____ Source data
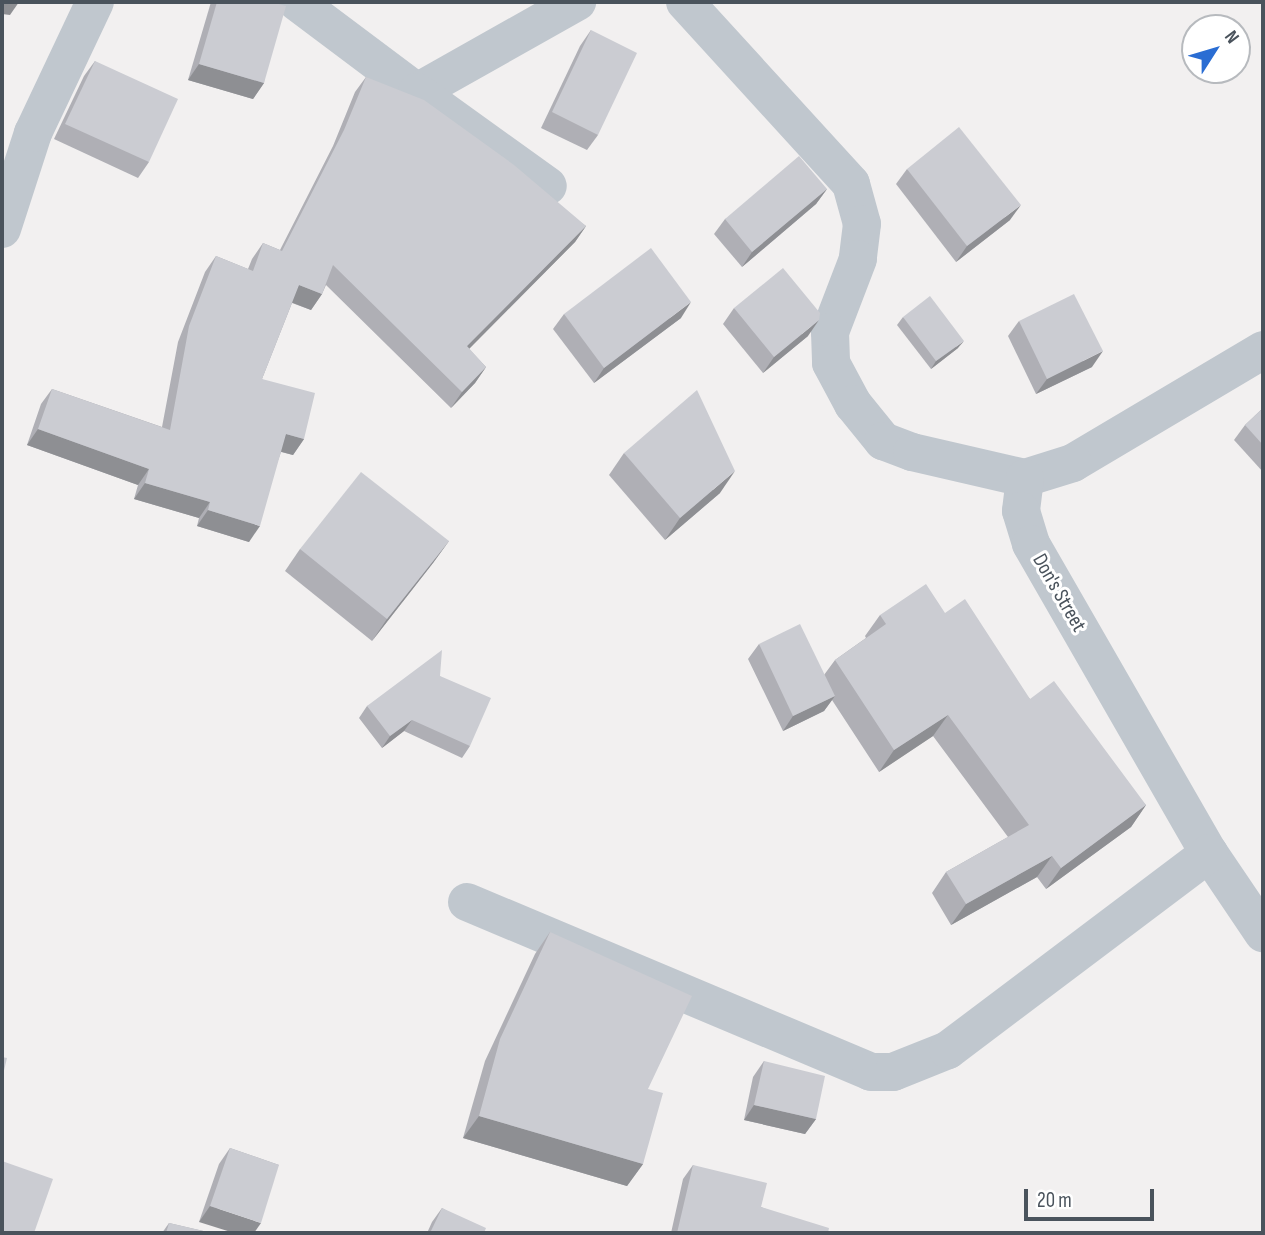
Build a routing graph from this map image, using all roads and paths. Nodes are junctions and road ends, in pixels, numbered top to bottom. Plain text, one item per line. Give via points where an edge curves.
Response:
1 (95, 2) edge
2 (298, 2) edge
3 (577, 2) edge
4 (685, 2) edge
5 (417, 92) junction
6 (548, 186) dead end
7 (2, 229) edge
8 (1263, 350) edge
9 (1025, 478) junction
10 (1209, 853) junction
11 (467, 902) dead end
12 (1263, 933) edge

1 - 7 street via 33,133
2 - 5 street
3 - 5 street
4 - 9 street via 851,184 862,224 858,259 830,332 831,363 853,404 883,441
5 - 6 street
8 - 9 street via 1073,463
9 - 10 street, Don's Street via 1021,510 1031,544
10 - 11 street via 948,1050 892,1072 871,1072
10 - 12 street, Don's Street

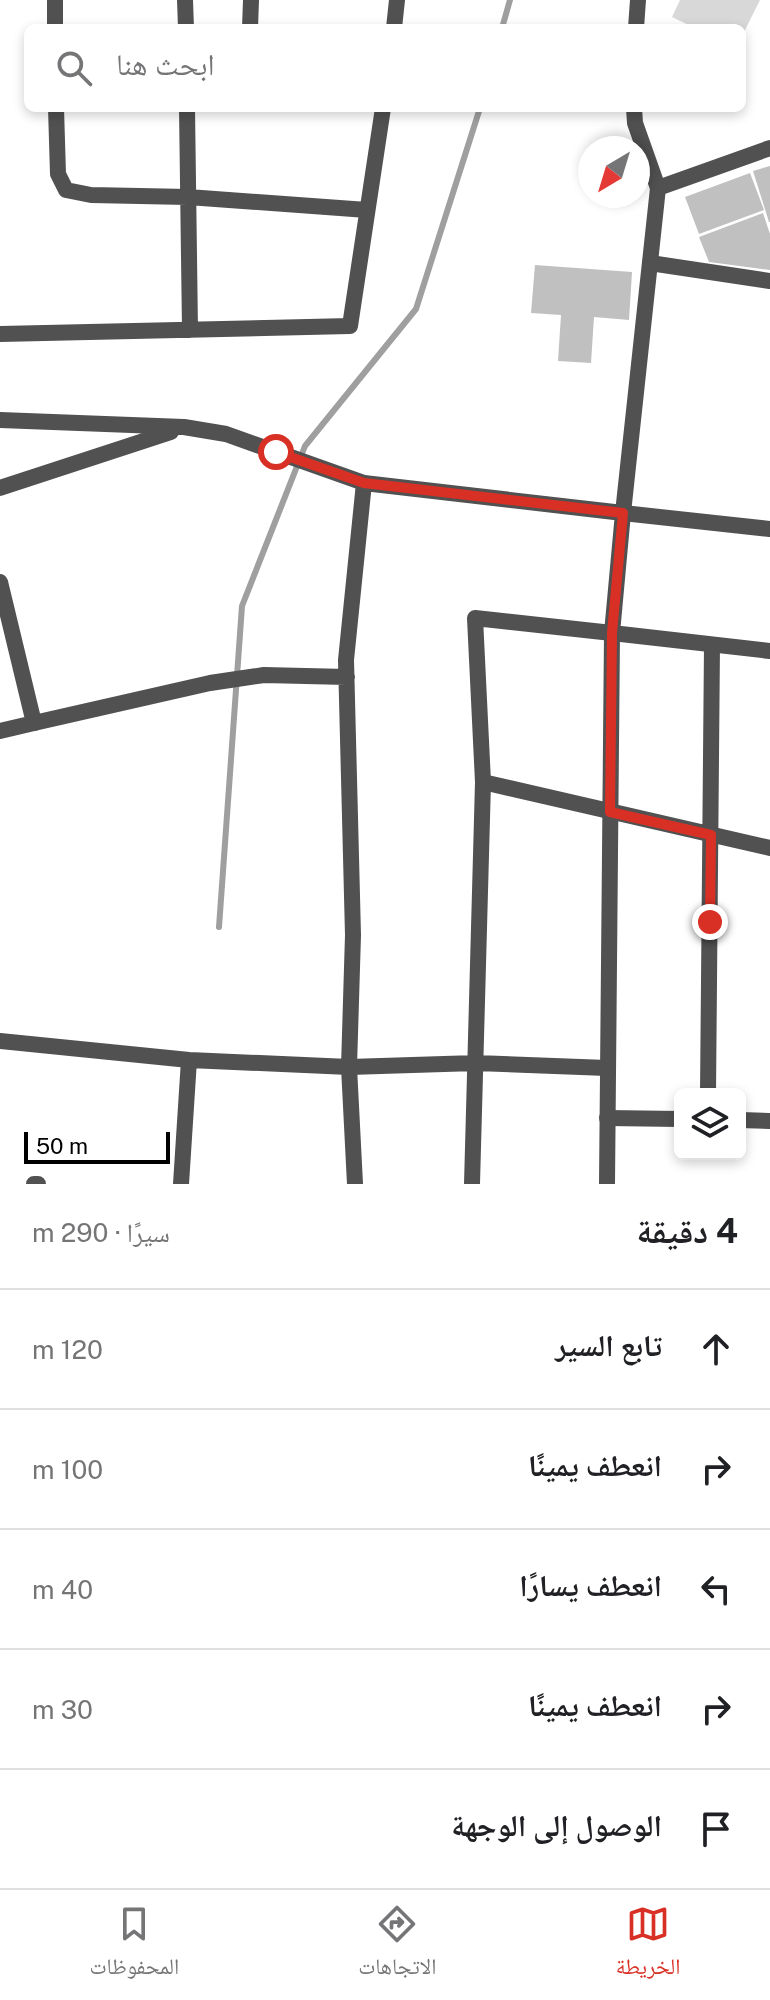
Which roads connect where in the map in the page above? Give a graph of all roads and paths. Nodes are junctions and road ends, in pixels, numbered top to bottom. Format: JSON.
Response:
________
### What you will do
Whenever the word "pixels" shows up in a line of the entries above, copy that line.

### Output of the exercise
Build a routing graph from this map image, using all roads and paths. Nodes are junctions and road ends, in pixels, numbered top to bottom. Plain text, one item per line. Give via points where an edge curves.
Which roads connect where in the map in the page above? Give a graph of all roads and paths. Nodes are junctions and road ends, in pixels, numbered top to bottom. Format: JSON.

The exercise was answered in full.